The Miami Dolphins now have the support of the Miami-Dade County Commission in their attempt to renovate Sun Life Stadium, partially using public funding for the work. The non-binding resolution passed by a 9-4 vote, giving the Dolphins local support as they attempt to get the Florida State Legislature to pass a bill that would officially authorize the funding.
The Dolphins are asking for a one-cent increase in the "bed tax" in Miami-Dade County, as well as a $3-million-a-year rebate in sales tax revenue generated by goods and services at Sun Life Stadium. Stephen Ross, the owner of the Dolphins, has pledged to pay for at least half of the $400 million renovations himself, meaning the team is asking for approximately $199 million in public funding.
The hearing yesterday, which ultimately led to the county approval, included several discussion points, including the unpopular building of Marlins Park, the new stadium on the site of the old Orange Bowl, the Dolphins original home, that now serves as the home for Major League Baseball's Miami Marlins. Miami-Dade Mayor Carlos Gimenez, during the hearing, vowed that, if the state approves the funding, his negotiations with the Dolphins will be better for the city than the Marlins Park negotiations.
The Dolphins stressed that, with the renovations, Sun Life Stadium will continue to serve as a host site for the Super Bowl and NCAA National Championship games, something that Marlins Park can only do, with MLB's World Series, if the Marlins qualify for the championship.
The NFL franchise also agreed to open its financial books to the county, if requested. While the county did not request to see the Dolphins' finances at this point, they still have time to pour of the finances. In order for the requested funding to be approved, the state legislature has to approve the ability for the county to increase the bed tax, then the county has to approve the actual increase.

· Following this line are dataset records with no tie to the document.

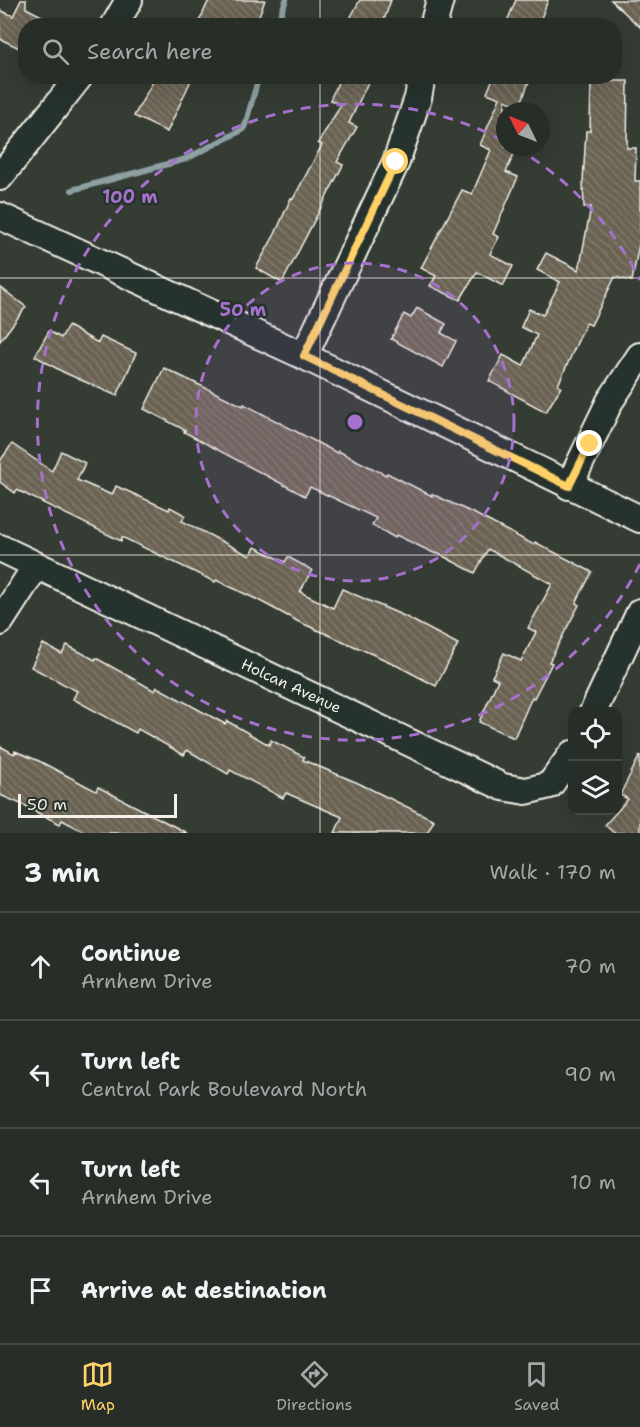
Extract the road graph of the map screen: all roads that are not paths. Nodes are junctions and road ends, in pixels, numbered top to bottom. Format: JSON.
{"nodes":[{"id":1,"x":129,"y":0,"type":"edge"},
{"id":2,"x":440,"y":0,"type":"edge"},
{"id":3,"x":119,"y":18,"type":"edge"},
{"id":4,"x":436,"y":18,"type":"edge"},
{"id":5,"x":74,"y":84,"type":"edge"},
{"id":6,"x":421,"y":84,"type":"edge"},
{"id":7,"x":0,"y":177,"type":"edge"},
{"id":8,"x":0,"y":216,"type":"edge"},
{"id":9,"x":304,"y":356,"type":"junction"},
{"id":10,"x":640,"y":356,"type":"edge"},
{"id":11,"x":569,"y":486,"type":"junction"},
{"id":12,"x":640,"y":519,"type":"edge"},
{"id":13,"x":0,"y":548,"type":"edge"},
{"id":14,"x":36,"y":566,"type":"junction"},
{"id":15,"x":640,"y":612,"type":"edge"},
{"id":16,"x":0,"y":622,"type":"edge"},
{"id":17,"x":595,"y":707,"type":"edge"},
{"id":18,"x":568,"y":761,"type":"edge"}],
"edges":[{"from":1,"to":3,"type":"street"},
{"from":2,"to":4,"type":"street"},
{"from":5,"to":7,"type":"street"},
{"from":6,"to":9,"type":"street"},
{"from":8,"to":9,"type":"street"},
{"from":9,"to":11,"type":"street"},
{"from":10,"to":11,"type":"street"},
{"from":11,"to":12,"type":"street"},
{"from":13,"to":14,"type":"street","name":"Holcan Avenue"},
{"from":14,"to":16,"type":"street"},
{"from":14,"to":18,"type":"street","name":"Holcan Avenue"},
{"from":15,"to":17,"type":"street"}]}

With the 9-4 vote non-binding yesterday, indications are, the county is not guaranteed to approve the final measure without more information from the Dolphins.
Other discussed items included the question of why Ross, who is valued by Forbes magazine at over $4 billion, doe not pay for the renovations himself. The Dolphins pointed out that, due to renovations completed by former owner Wayne Huizenga, which added the ability for Sun Life Stadium to host baseball games and eventually brought the Marlins to South Florida, the team still has a debt on the stadium. Under NFL rules, a team can only carry a certain amount of debt against its stadium. That debt is set to come due over the next few years, unless Ross can negotiate an extension on it. The Dolphins have stated that none of the currently requested money would be used to pay back the previous debt.
Also brought up was why Broward County, where the Dolphins host their training facility, was not being requested to increase their bed tax. Under current county laws, Broward county cannot authorize any money raised in their county to be utilized to fund a project in another county. Sun Life Stadium sits just a few miles south of Broward County.
The Miami-Dade county commission did also ask the Dolphins to consider returning to Miami-Dade county with their training facility. The team previously trained in Miami from 1970 to 1993, when they moved to Davie. Ross upgraded the team facilities last summer. Any move back to Miami would have to be negotiated, and it is unclear if Miami-Dade county would include that in their final approval of the funding.
The team is also working to sway public attention away from billionaire autodealer and former Philadelphia eagles owner Norman Braman, who is against any public funding for stadiums. Braman opposed the Marlins deal, and eventually tried to file a lawsuit against the deal. The Dolphins have already taken out ads in multiple publications against Braman's arguments for the stadium deal to be rejected.
The Dolphins could receive funding from a 0% loan from the NFL to assist in Ross' contribution to the stadium renovations. However, under NFL rules, the league will not contribute more than public funding. The "loan" comes out of revenue sharing every team already pays, meaning that the Dolphins are already contributing to the "repayment," and will have to continue paying into the fund, whether they use the program or not.
The approval received yesterday was a small step for the Dolphins in their request to get the stadium funding in place before the NFL announces the winner of the Super Bowl L bid. The 50th championship game, to be held in February 2016, currently pits the Dolphins' against the San Francisco 49ers new stadium in Santa Clara, California. The renovations are considered a major point in the Dolphins' attempt to lure the Super Bowl back to Miami.
Several state legislators had requested the county signal their support of the planned public funding before any vote was taken in Tallahassee. With the vote yesterday, the Dolphins will now use the support as part of their lobbying for the state to approve the plan, before returning to the county to work out the final details.
The NFL is expected to announce the Super Bowl L and LI host cities in May.